### To do:
Restate the listing below word for word, and leave its pictures behind.
:: Given data
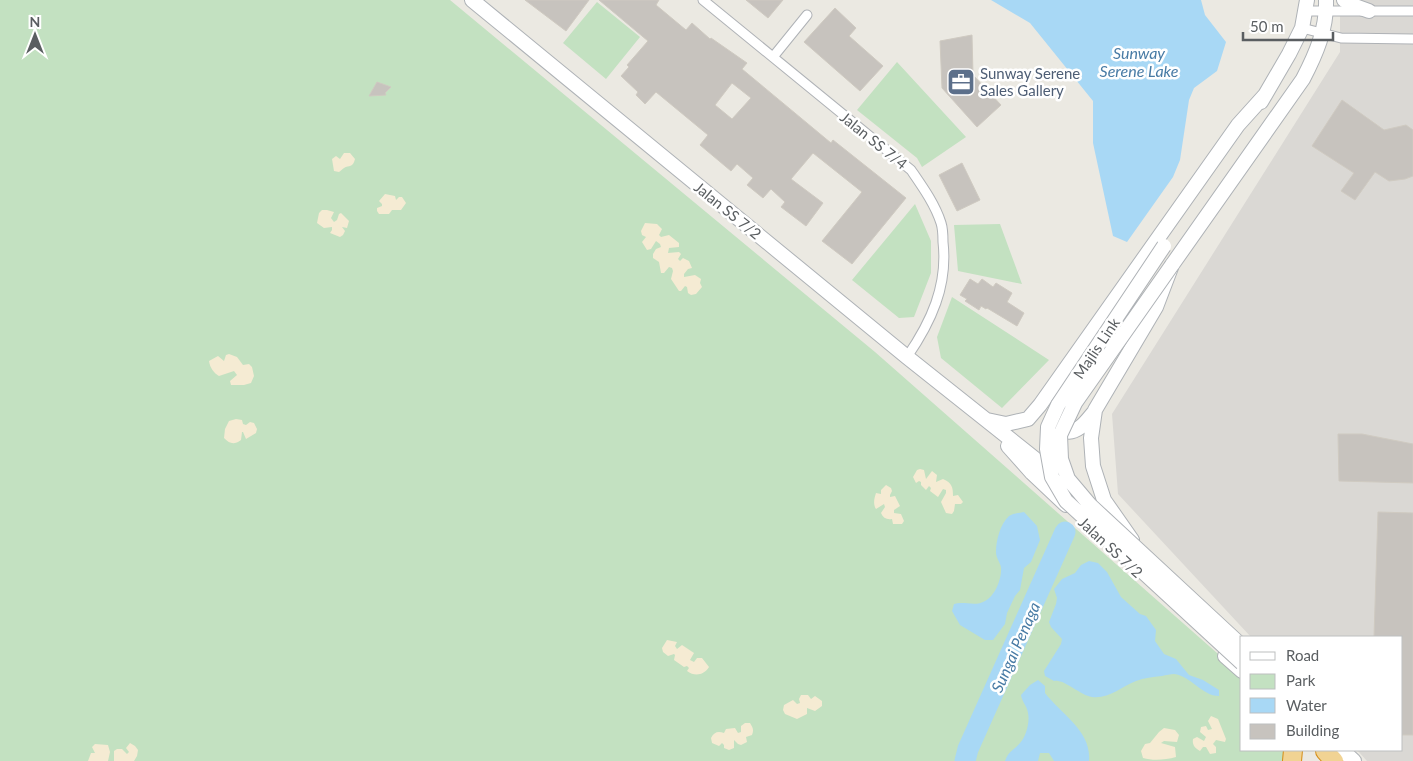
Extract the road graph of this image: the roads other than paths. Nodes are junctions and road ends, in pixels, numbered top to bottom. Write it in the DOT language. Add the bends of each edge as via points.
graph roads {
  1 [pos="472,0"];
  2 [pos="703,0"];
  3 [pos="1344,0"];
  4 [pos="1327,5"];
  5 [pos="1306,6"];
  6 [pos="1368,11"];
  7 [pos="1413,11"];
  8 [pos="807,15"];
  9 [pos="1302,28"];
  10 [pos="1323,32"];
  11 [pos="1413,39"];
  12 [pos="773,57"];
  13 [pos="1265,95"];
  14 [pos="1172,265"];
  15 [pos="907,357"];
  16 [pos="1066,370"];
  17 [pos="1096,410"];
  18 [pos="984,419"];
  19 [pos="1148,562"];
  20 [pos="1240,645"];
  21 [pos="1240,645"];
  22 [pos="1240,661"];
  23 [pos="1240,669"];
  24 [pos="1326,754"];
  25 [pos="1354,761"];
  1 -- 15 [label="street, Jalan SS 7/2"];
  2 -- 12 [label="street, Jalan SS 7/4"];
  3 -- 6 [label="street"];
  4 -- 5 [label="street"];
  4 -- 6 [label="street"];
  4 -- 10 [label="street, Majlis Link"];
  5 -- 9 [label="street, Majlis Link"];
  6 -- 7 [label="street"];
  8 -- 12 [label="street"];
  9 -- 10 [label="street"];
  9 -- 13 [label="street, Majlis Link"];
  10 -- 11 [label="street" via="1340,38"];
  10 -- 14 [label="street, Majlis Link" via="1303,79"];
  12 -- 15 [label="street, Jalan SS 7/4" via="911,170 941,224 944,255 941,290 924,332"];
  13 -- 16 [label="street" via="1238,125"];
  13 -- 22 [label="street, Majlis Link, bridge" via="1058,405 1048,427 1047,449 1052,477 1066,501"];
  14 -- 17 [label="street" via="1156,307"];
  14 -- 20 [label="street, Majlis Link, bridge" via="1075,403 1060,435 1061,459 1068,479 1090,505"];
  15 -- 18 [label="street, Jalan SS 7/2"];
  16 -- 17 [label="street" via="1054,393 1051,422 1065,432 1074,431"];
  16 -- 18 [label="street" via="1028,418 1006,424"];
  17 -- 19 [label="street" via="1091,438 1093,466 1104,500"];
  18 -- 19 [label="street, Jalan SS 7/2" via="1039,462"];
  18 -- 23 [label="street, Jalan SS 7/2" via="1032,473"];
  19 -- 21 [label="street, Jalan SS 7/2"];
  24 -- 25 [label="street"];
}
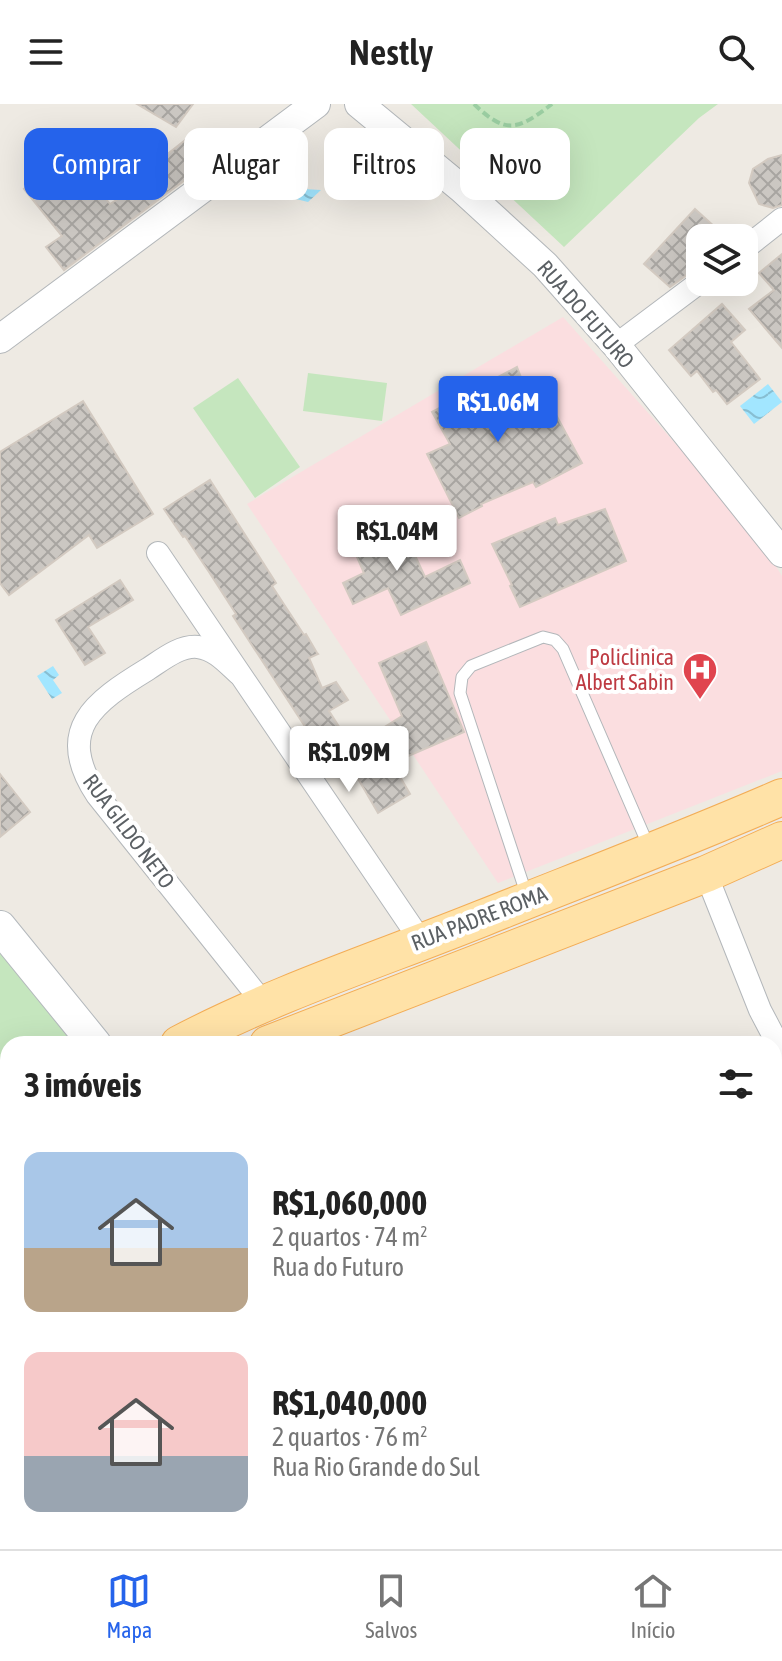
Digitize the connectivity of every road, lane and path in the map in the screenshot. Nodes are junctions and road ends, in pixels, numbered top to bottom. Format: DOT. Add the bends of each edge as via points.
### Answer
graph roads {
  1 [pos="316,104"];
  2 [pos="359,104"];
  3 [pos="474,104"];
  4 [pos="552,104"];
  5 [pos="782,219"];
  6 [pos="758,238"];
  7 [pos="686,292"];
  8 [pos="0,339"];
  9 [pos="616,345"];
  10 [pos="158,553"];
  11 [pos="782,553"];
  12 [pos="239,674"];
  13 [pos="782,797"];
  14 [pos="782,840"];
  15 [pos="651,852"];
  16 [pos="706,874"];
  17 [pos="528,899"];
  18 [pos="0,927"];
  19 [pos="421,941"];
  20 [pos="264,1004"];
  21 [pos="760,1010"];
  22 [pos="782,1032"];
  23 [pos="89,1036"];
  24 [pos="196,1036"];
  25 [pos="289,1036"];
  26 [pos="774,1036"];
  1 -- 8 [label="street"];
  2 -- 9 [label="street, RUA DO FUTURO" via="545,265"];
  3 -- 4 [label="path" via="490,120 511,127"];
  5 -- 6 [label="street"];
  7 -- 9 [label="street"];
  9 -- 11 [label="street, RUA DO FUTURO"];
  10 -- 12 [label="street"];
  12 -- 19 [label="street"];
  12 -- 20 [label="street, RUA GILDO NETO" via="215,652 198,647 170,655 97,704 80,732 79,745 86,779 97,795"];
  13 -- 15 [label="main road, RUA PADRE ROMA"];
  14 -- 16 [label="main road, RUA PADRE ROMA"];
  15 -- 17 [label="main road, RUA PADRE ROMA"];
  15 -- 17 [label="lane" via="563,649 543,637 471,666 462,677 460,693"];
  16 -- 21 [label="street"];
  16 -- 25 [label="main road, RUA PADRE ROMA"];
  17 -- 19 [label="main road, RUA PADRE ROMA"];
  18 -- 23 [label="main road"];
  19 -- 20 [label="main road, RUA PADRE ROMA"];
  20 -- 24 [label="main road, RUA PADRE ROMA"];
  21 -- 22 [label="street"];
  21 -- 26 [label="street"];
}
::::
### Solved problem:
Extract the road graph of this image: the roads other than paths. Nodes are junctions and road ends, in pixels, numbered top to bottom. Write it in the DOT language. Add the bends of each edge as via points.
graph roads {
  1 [pos="472,0"];
  2 [pos="703,0"];
  3 [pos="1344,0"];
  4 [pos="1327,5"];
  5 [pos="1306,6"];
  6 [pos="1368,11"];
  7 [pos="1413,11"];
  8 [pos="807,15"];
  9 [pos="1302,28"];
  10 [pos="1323,32"];
  11 [pos="1413,39"];
  12 [pos="773,57"];
  13 [pos="1265,95"];
  14 [pos="1172,265"];
  15 [pos="907,357"];
  16 [pos="1066,370"];
  17 [pos="1096,410"];
  18 [pos="984,419"];
  19 [pos="1148,562"];
  20 [pos="1240,645"];
  21 [pos="1240,645"];
  22 [pos="1240,661"];
  23 [pos="1240,669"];
  24 [pos="1326,754"];
  25 [pos="1354,761"];
  1 -- 15 [label="street, Jalan SS 7/2"];
  2 -- 12 [label="street, Jalan SS 7/4"];
  3 -- 6 [label="street"];
  4 -- 5 [label="street"];
  4 -- 6 [label="street"];
  4 -- 10 [label="street, Majlis Link"];
  5 -- 9 [label="street, Majlis Link"];
  6 -- 7 [label="street"];
  8 -- 12 [label="street"];
  9 -- 10 [label="street"];
  9 -- 13 [label="street, Majlis Link"];
  10 -- 11 [label="street" via="1340,38"];
  10 -- 14 [label="street, Majlis Link" via="1303,79"];
  12 -- 15 [label="street, Jalan SS 7/4" via="911,170 941,224 944,255 941,290 924,332"];
  13 -- 16 [label="street" via="1238,125"];
  13 -- 22 [label="street, Majlis Link, bridge" via="1058,405 1048,427 1047,449 1052,477 1066,501"];
  14 -- 17 [label="street" via="1156,307"];
  14 -- 20 [label="street, Majlis Link, bridge" via="1075,403 1060,435 1061,459 1068,479 1090,505"];
  15 -- 18 [label="street, Jalan SS 7/2"];
  16 -- 17 [label="street" via="1054,393 1051,422 1065,432 1074,431"];
  16 -- 18 [label="street" via="1028,418 1006,424"];
  17 -- 19 [label="street" via="1091,438 1093,466 1104,500"];
  18 -- 19 [label="street, Jalan SS 7/2" via="1039,462"];
  18 -- 23 [label="street, Jalan SS 7/2" via="1032,473"];
  19 -- 21 [label="street, Jalan SS 7/2"];
  24 -- 25 [label="street"];
}
Digitize the connectivity of every road, lane and path in the map in the screenshot. Nodes are junctions and road ends, in pixels, numbered top to bottom. Format: DOT. Add the bends of each edge as via points.
### Answer
graph roads {
  1 [pos="316,104"];
  2 [pos="359,104"];
  3 [pos="474,104"];
  4 [pos="552,104"];
  5 [pos="782,219"];
  6 [pos="758,238"];
  7 [pos="686,292"];
  8 [pos="0,339"];
  9 [pos="616,345"];
  10 [pos="158,553"];
  11 [pos="782,553"];
  12 [pos="239,674"];
  13 [pos="782,797"];
  14 [pos="782,840"];
  15 [pos="651,852"];
  16 [pos="706,874"];
  17 [pos="528,899"];
  18 [pos="0,927"];
  19 [pos="421,941"];
  20 [pos="264,1004"];
  21 [pos="760,1010"];
  22 [pos="782,1032"];
  23 [pos="89,1036"];
  24 [pos="196,1036"];
  25 [pos="289,1036"];
  26 [pos="774,1036"];
  1 -- 8 [label="street"];
  2 -- 9 [label="street, RUA DO FUTURO" via="545,265"];
  3 -- 4 [label="path" via="490,120 511,127"];
  5 -- 6 [label="street"];
  7 -- 9 [label="street"];
  9 -- 11 [label="street, RUA DO FUTURO"];
  10 -- 12 [label="street"];
  12 -- 19 [label="street"];
  12 -- 20 [label="street, RUA GILDO NETO" via="215,652 198,647 170,655 97,704 80,732 79,745 86,779 97,795"];
  13 -- 15 [label="main road, RUA PADRE ROMA"];
  14 -- 16 [label="main road, RUA PADRE ROMA"];
  15 -- 17 [label="main road, RUA PADRE ROMA"];
  15 -- 17 [label="lane" via="563,649 543,637 471,666 462,677 460,693"];
  16 -- 21 [label="street"];
  16 -- 25 [label="main road, RUA PADRE ROMA"];
  17 -- 19 [label="main road, RUA PADRE ROMA"];
  18 -- 23 [label="main road"];
  19 -- 20 [label="main road, RUA PADRE ROMA"];
  20 -- 24 [label="main road, RUA PADRE ROMA"];
  21 -- 22 [label="street"];
  21 -- 26 [label="street"];
}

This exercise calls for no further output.